Dem Kläger hätte jedoch Wiedereinsetzung in den vorigen Stand gewährt werden müssen. Der BFH bestätigt in diesem Zusammenhang die bereits vom FG geäußerte Ansicht, dass der Kläger ohne Verschulden verhindert war, die Einspruchsfrist zu wahren, sodass ihm das Finanzamt angesichts des Vorliegens der weiteren Wiedereinsetzungserfordernisse Wiedereinsetzung in den vorigen Stand hätte gewähren müssen. Der Prozessbevollmächtigte des Klägers habe die E-Mail zutreffend adressiert und war deshalb auch nicht gehalten, sich des Zugangs der E-Mail beim Empfänger zu versichern – er durfte auf den ordnungsgemäßen „elektronischen Postgang“ vertrauen. Ein Verschulden des Klägers ergebe sich – entgegen der Auffassung des Finanzamts – auch nicht daraus, dass der Prozessbevollmächtigte den Einspruch im Streitfall per einfacher E-Mail, mithin ohne Anforderung einer Empfangs- oder Lesebestätigung übermittelt hat. Wenn die AO eine solche qualifizierte Zustellart nicht vorsieht, könne dies ein gegen eine Wiedereinsetzung streitendes Verschulden des Steuerpflichtigen nicht begründen. Auf die zivil- und verwaltungsgerichtliche Rechtsprechung könne mangels Vergleichbarkeit der Sachverhalte nicht zurückgegriffen werden.
Einordnung:
Die Einspruchseinlegung per E-Mail ist nach § 357 AO zulässig, der Nachweis des Zugangs der E-Mail ist aber schwer zu führen. Dies zeigt die Entscheidung eindrücklich auf. Vor diesem Hintergrund ist es sinnvoll, die E-Mails mit einer Empfangs- oder Lesebestätigung zu versehen. Auch wenn die unterbliebene Anforderung einer solchen Bestätigung kein Verschulden begründet, kann sie – bei Erhalt – den Nachweis des Zugangs erleichtern und Streitigkeiten über andere Wiedereinsetzungserfordernisse vermeiden. – Ob die Finanzämter im Einzelnen eine solche Empfangs- oder Lesebestätigung übermitteln, steht auf einem anderen Blatt; verpflichtet zur Abgabe einer solchen Erklärung sind die Finanzämter nicht.
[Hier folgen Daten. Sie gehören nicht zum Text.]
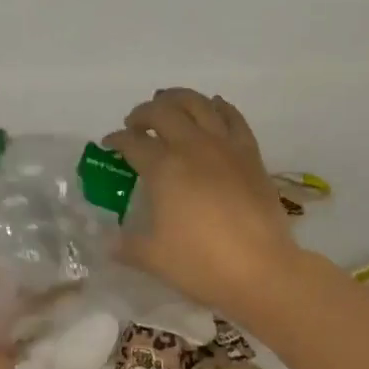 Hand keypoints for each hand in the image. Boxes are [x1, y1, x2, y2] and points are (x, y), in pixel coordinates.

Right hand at [103, 89, 300, 317]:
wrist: (260, 269)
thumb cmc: (200, 264)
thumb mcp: (153, 258)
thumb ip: (127, 246)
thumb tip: (108, 244)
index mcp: (164, 168)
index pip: (132, 143)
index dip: (116, 140)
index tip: (109, 144)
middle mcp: (193, 147)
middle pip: (163, 112)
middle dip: (143, 113)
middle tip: (135, 125)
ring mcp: (226, 147)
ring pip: (199, 104)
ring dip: (177, 99)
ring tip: (168, 106)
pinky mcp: (251, 154)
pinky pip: (233, 118)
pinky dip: (218, 107)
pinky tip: (212, 108) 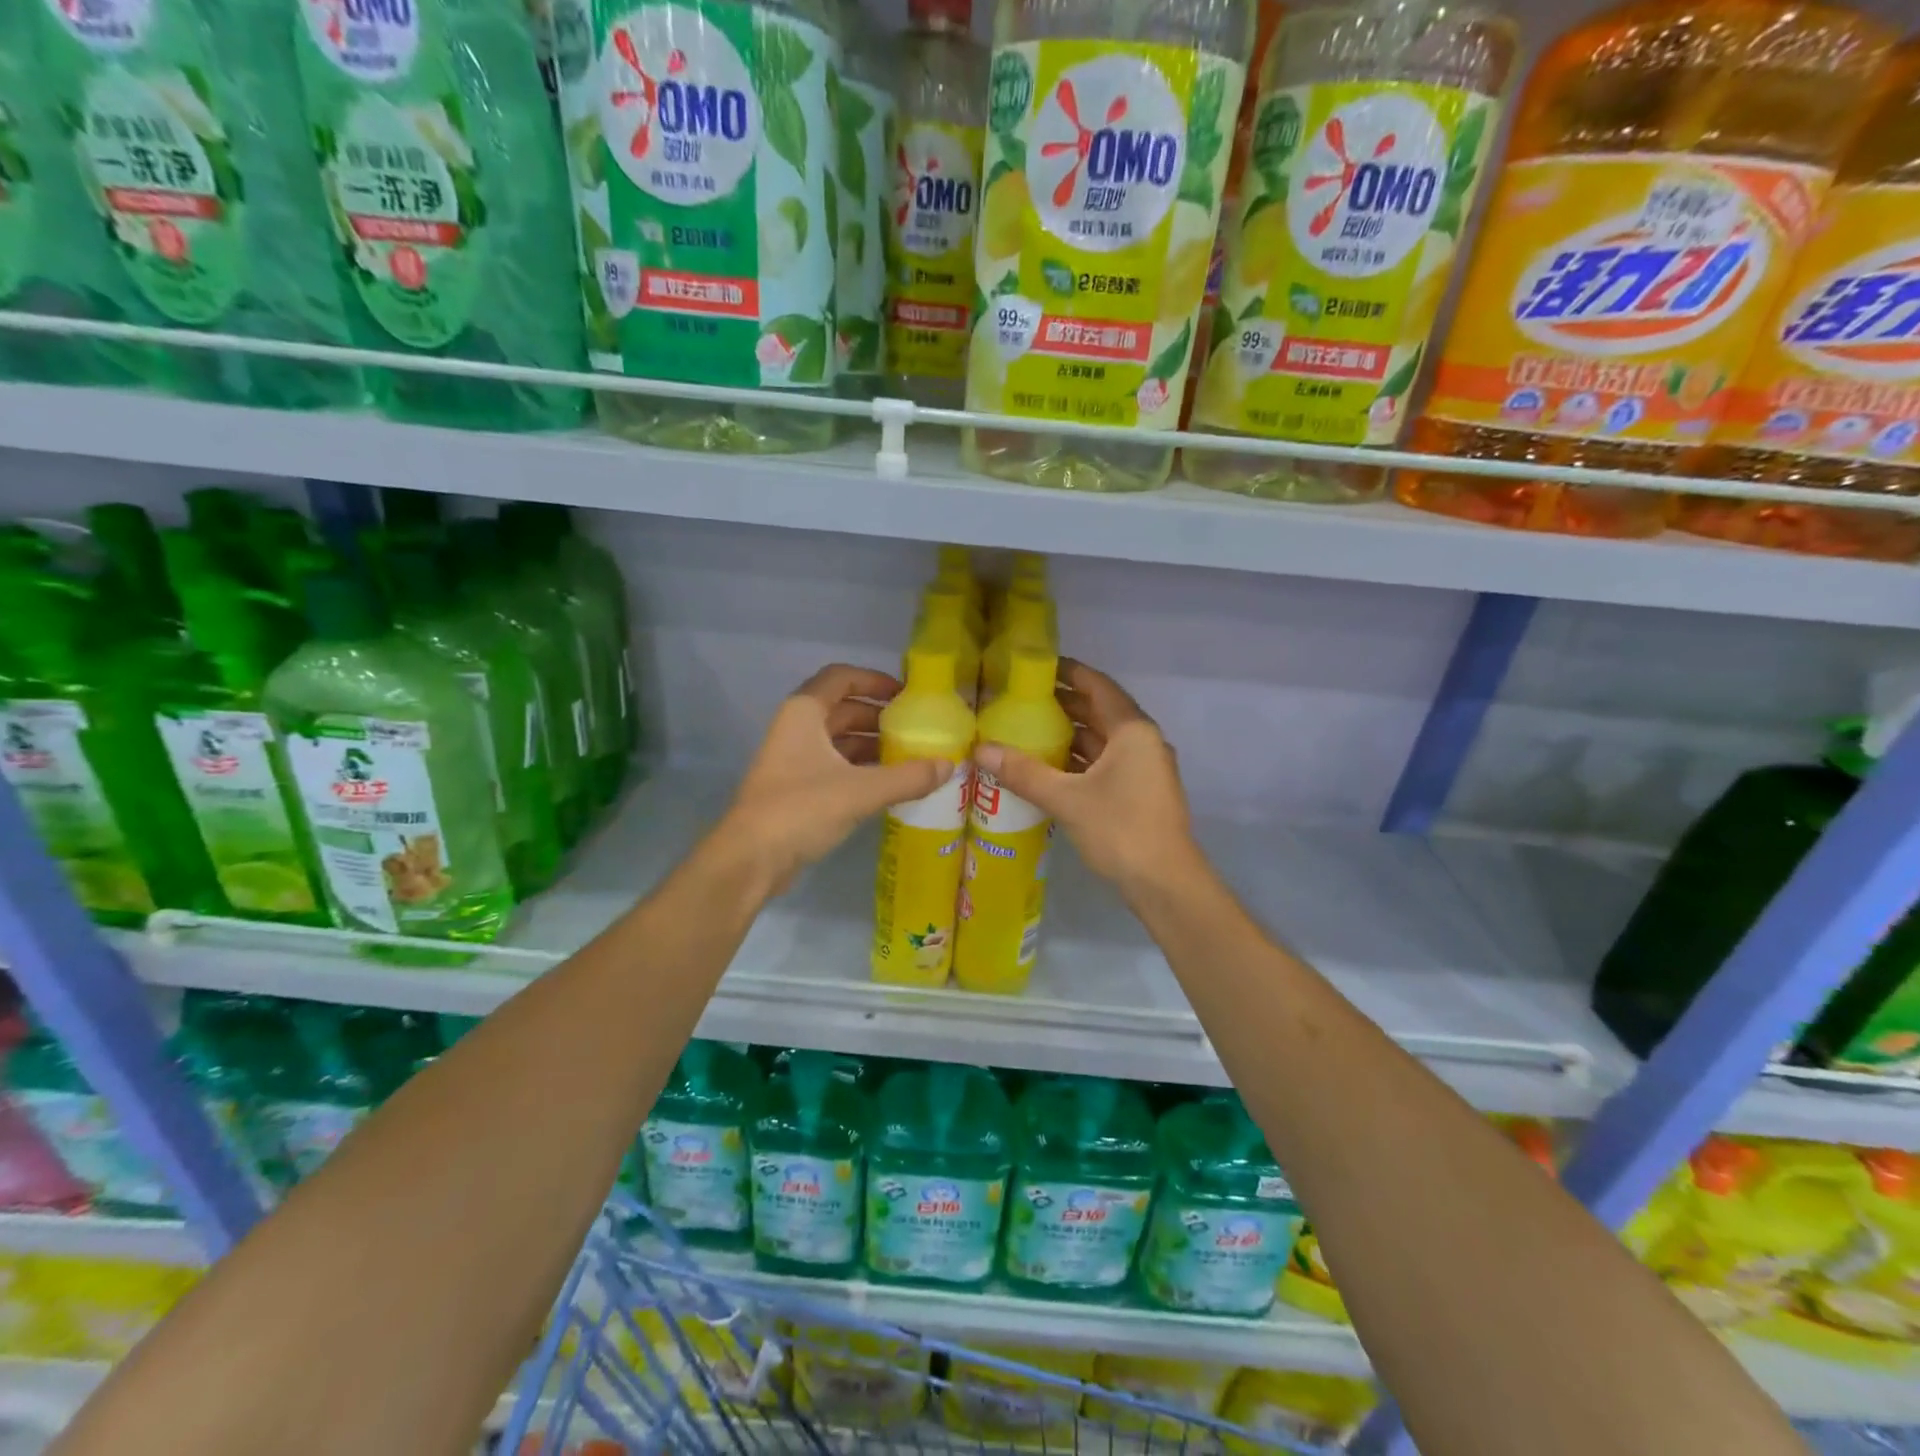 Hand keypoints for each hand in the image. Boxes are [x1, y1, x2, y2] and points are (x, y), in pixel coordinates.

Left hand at [717, 664, 952, 895]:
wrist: (751, 859)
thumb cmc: (802, 809)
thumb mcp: (861, 790)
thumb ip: (908, 777)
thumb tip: (949, 765)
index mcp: (805, 713)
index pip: (841, 678)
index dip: (874, 680)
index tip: (906, 694)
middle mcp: (797, 729)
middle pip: (843, 709)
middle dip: (879, 717)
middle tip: (916, 729)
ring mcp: (794, 759)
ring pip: (839, 740)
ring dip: (872, 745)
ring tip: (910, 757)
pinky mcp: (797, 788)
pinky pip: (835, 766)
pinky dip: (861, 769)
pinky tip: (889, 784)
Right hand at [974, 659, 1199, 898]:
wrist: (1165, 884)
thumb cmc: (1119, 829)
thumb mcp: (1066, 798)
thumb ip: (1023, 772)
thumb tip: (979, 750)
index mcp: (1132, 730)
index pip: (1098, 686)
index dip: (1068, 672)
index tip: (1036, 666)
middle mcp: (1143, 742)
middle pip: (1100, 711)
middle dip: (1063, 703)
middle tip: (1021, 698)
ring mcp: (1144, 769)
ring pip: (1102, 740)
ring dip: (1070, 733)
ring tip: (1028, 729)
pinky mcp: (1140, 793)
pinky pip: (1105, 763)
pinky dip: (1079, 760)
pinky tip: (1049, 767)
Dennoch bleibt den Steuerpflichtigen im Falle der Einspruchseinlegung per einfacher E-Mail mit der Wiedereinsetzung in den vorigen Stand ein „Rettungsanker“, sollte das Finanzamt sich nach der Einspruchseinlegung per E-Mail auf den Standpunkt stellen, die E-Mail sei nicht zugegangen. Zu beachten ist in diesem Zusammenhang, dass – anders als im Streitfall – eine schuldhafte Fristversäumnis vorliegen kann, wenn die E-Mail nicht zutreffend adressiert und keine Kontrolle auf den Zugang einer Unzustellbarkeitsmail erfolgt ist, siehe dazu ausführlich Urt. FG München 12 K 1888/18 v. 29.1.2019, juris, Rz. 30. Zudem müssen auch die übrigen Wiedereinsetzungserfordernisse (fristgerechter Antrag, Nachholung der versäumten Handlung innerhalb der Antragsfrist, Begründungserfordernis) eingehalten werden. Erinnert sei ferner daran, sich vor der Einspruchseinlegung per E-Mail zu vergewissern, ob das Finanzamt diesen Kommunikationskanal für das Steuerverfahren i.S. von § 87a Abs. 1 Satz 1 AO (immer noch) geöffnet hat, dazu Brandis in: Tipke/Kruse, AO/FGO, § 87 AO Rz. 5 (Stand: April 2025).